Required work:
Scan the entries below. Report each line where the string "junction" occurs.

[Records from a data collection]
+ + + +
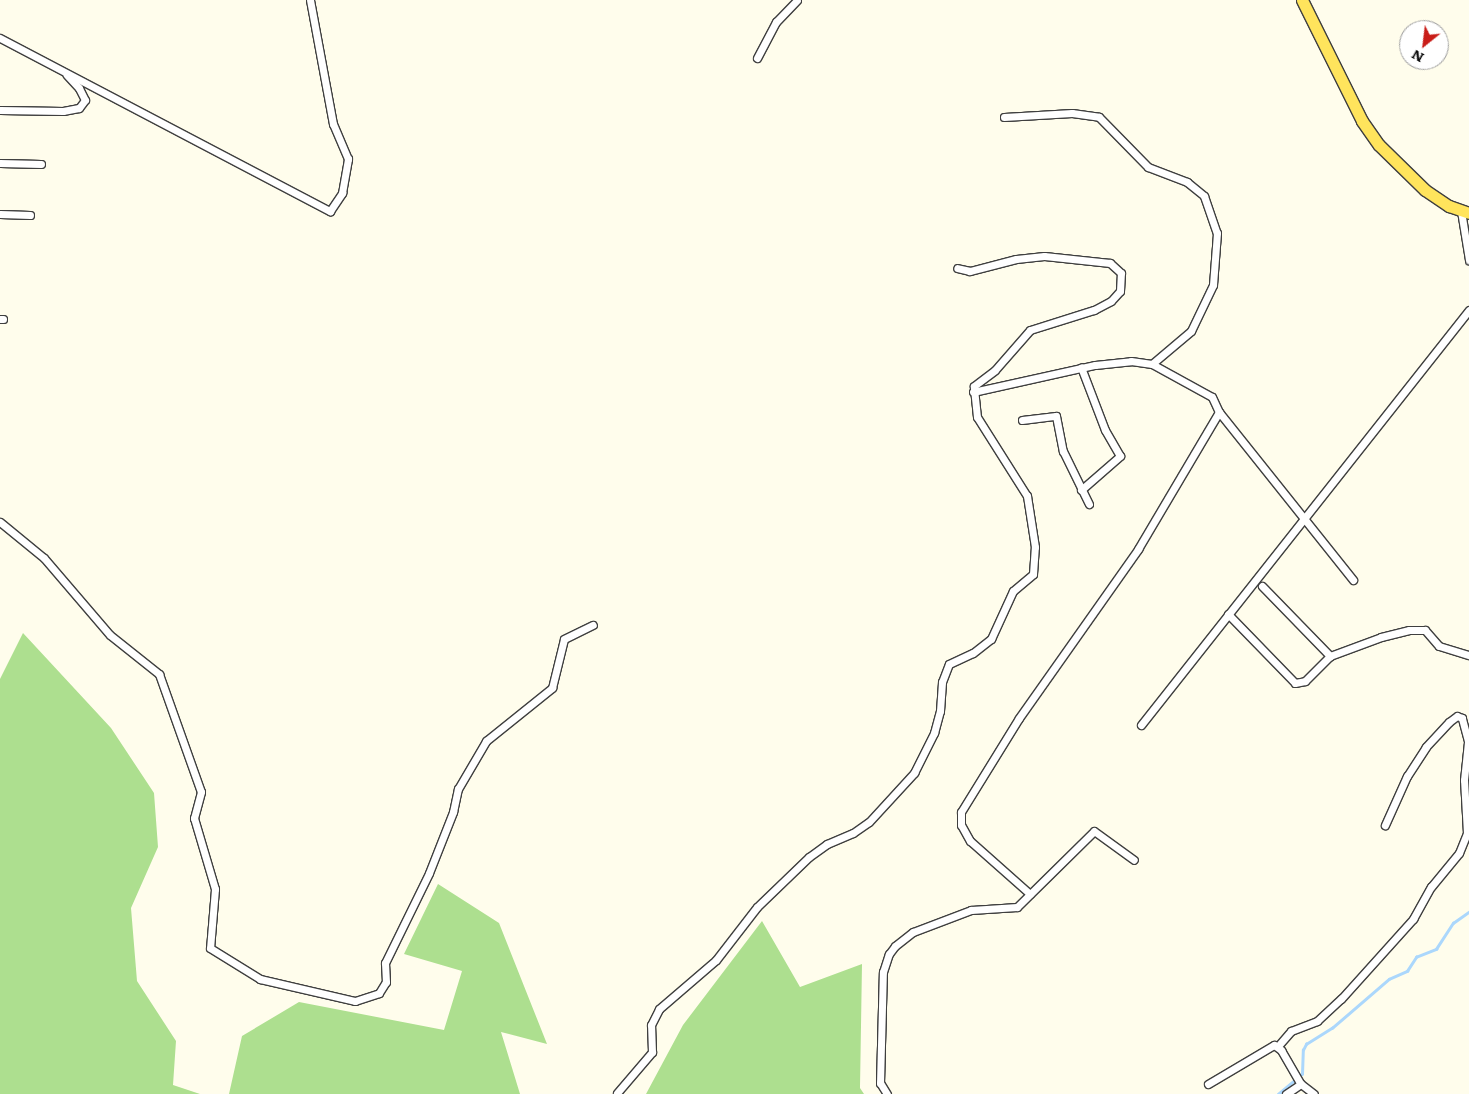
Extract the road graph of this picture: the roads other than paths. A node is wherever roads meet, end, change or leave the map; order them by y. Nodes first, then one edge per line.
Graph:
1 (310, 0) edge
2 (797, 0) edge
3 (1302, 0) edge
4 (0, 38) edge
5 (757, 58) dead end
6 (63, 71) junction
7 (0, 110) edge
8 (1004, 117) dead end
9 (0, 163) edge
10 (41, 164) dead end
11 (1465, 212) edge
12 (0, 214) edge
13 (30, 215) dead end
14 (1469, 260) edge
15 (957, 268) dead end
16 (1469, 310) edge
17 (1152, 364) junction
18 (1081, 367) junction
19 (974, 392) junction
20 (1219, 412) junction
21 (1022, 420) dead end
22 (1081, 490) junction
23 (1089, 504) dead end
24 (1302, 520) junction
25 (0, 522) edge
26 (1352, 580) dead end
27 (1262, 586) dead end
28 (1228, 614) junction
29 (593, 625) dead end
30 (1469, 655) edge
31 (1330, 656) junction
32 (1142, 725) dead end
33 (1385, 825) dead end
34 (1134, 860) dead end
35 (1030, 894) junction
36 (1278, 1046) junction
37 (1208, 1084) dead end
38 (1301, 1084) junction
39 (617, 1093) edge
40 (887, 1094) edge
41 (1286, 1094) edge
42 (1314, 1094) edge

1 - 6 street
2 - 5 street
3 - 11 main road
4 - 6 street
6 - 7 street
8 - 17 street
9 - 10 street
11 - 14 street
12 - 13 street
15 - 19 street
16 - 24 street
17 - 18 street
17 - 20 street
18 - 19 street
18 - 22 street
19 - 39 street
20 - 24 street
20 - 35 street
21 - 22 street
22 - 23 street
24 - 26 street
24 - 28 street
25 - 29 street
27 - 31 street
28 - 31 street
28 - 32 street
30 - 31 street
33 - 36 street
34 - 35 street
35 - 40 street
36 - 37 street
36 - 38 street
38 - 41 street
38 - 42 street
+ + + +
Output below:
6 (63, 71) junction
17 (1152, 364) junction
18 (1081, 367) junction
19 (974, 392) junction
20 (1219, 412) junction
22 (1081, 490) junction
24 (1302, 520) junction
28 (1228, 614) junction
31 (1330, 656) junction
35 (1030, 894) junction
36 (1278, 1046) junction
38 (1301, 1084) junction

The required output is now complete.